A timely article in Fast Company, “ACs are bulky, loud, and terrible for the environment. Is there a better version in our future?”, discusses the problems posed by air conditioning, a key technology responsible for increasing productivity in many areas and absolutely essential for human survival in a future characterized by increasingly frequent and intense heat waves, but which is hugely inefficient in terms of energy consumption. In fact, in some heat waves, the problem ends up being the excessive drain on the grid caused by too many cooling units, sometimes cutting electricity supplies to areas where temperatures are too high for humans to withstand.
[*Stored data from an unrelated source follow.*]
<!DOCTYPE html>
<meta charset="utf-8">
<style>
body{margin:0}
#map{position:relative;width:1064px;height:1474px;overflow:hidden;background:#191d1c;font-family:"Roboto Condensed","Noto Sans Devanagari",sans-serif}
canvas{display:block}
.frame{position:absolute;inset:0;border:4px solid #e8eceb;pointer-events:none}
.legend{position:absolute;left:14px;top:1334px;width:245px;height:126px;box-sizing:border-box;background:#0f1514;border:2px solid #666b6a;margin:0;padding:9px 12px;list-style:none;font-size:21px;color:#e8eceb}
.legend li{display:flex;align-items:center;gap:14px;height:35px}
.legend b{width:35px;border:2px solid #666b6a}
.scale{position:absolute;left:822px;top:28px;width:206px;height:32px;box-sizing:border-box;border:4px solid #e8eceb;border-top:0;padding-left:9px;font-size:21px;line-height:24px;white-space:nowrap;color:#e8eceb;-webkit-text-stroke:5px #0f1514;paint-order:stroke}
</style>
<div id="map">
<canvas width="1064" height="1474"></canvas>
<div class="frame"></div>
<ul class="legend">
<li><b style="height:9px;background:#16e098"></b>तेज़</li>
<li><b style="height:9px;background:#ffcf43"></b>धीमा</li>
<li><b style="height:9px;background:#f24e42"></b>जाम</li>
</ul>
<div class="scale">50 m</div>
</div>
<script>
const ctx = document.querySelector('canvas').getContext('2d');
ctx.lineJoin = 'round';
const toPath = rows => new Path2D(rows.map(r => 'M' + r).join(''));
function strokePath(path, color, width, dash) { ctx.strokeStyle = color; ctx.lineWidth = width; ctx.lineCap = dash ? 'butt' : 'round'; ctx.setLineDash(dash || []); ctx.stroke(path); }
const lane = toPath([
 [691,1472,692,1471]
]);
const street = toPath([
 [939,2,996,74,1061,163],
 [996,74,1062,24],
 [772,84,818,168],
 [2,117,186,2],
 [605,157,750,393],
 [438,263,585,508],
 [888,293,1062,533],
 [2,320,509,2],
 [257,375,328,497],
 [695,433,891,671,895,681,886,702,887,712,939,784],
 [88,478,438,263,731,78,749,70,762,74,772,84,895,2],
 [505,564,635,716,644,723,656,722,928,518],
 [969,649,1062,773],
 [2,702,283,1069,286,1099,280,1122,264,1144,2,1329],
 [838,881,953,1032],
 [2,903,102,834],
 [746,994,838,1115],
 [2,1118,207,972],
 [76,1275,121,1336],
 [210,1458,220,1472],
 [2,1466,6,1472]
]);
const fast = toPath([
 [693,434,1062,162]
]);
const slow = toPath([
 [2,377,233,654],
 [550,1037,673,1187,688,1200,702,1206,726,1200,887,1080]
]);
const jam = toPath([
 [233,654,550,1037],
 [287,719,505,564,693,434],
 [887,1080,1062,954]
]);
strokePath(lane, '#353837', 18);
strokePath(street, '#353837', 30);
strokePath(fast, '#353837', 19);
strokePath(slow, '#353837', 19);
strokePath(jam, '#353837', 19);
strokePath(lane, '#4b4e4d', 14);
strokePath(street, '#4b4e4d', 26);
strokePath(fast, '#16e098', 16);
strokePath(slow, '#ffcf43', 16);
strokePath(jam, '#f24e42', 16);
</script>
The International Energy Agency estimates that over the next three decades, the number of air conditioning units installed worldwide will triple to about six billion, producing the following paradox: the more coolers, the more greenhouse gas emissions given the insufficient decarbonization of electric power generation in most countries, creating a vicious circle. In some places, such as cities, this also creates heat islands that can contribute to even higher temperatures. It is estimated that air conditioning systems, although concentrated in a small number of countries, consume around 10% of the world’s electricity, and over the next three decades will generate more than 132 gigatons of carbon dioxide. Many of them, especially the older units, still use HFC gases, whose impact on climate change is much worse than carbon dioxide.
One creative solution, described in a paper in Nature Communications, is to hack air conditioning units so they can absorb carbon dioxide from the atmosphere, generating a byproduct fuel called crowd oil, which can be used to power difficult-to-electrify transportation. Another idea on the drawing board is to redesign air conditioning units to make them much more efficient, something that is being worked on systematically in India where regular competitions are held to find new solutions; Delhi anticipates that each year the country will see around 20 days a year with a combination of potentially deadly heat and humidity.
A further four billion air conditioning units will be sold over the next few decades, our only defense against increasingly extreme heat waves. That said, the technology to make these units is increasingly efficient, so it is vital for wealthy countries to opt for the latest generation of devices that do not use harmful gases and use less energy, especially bearing in mind that it will mainly be low-income countries buying these units.
Once again, we face one of the challenges of modern times: our activities have triggered a series of vicious circles we can’t control. Let’s see if we can rise to the challenge.